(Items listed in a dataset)

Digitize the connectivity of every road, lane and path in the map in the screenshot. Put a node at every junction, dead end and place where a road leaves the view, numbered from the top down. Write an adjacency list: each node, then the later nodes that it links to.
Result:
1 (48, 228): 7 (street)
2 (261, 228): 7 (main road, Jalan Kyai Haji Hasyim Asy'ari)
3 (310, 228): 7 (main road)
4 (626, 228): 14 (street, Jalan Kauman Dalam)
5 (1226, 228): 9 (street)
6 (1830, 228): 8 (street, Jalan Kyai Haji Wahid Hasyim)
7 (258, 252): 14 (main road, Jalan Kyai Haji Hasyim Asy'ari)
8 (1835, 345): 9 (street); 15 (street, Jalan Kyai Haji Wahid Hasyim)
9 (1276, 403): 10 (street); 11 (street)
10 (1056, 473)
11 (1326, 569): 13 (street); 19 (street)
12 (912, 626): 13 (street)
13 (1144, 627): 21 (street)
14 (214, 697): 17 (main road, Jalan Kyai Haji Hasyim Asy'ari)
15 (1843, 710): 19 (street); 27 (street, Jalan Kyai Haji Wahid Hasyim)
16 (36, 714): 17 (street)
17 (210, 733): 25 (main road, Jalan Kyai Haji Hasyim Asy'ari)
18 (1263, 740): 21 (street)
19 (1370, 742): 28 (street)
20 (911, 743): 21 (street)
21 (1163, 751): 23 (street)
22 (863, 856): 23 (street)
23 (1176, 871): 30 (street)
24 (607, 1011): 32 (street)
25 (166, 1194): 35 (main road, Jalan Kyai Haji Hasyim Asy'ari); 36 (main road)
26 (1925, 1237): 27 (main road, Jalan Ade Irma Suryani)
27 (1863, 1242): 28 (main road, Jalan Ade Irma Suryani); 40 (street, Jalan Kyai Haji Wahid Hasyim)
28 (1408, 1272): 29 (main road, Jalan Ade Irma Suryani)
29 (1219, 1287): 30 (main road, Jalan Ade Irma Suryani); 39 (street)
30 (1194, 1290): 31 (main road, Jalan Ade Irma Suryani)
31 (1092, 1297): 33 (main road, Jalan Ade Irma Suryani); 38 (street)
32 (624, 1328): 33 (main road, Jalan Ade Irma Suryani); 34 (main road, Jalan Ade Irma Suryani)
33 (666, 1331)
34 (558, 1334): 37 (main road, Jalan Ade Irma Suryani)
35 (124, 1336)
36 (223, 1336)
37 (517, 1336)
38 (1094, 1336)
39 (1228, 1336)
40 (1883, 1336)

• _TASK STATEMENT_
Look through the entries above and work out how many lines contain the string "Wahid". Give that number alone.

• _RESPONSE TO THE EXERCISE_
4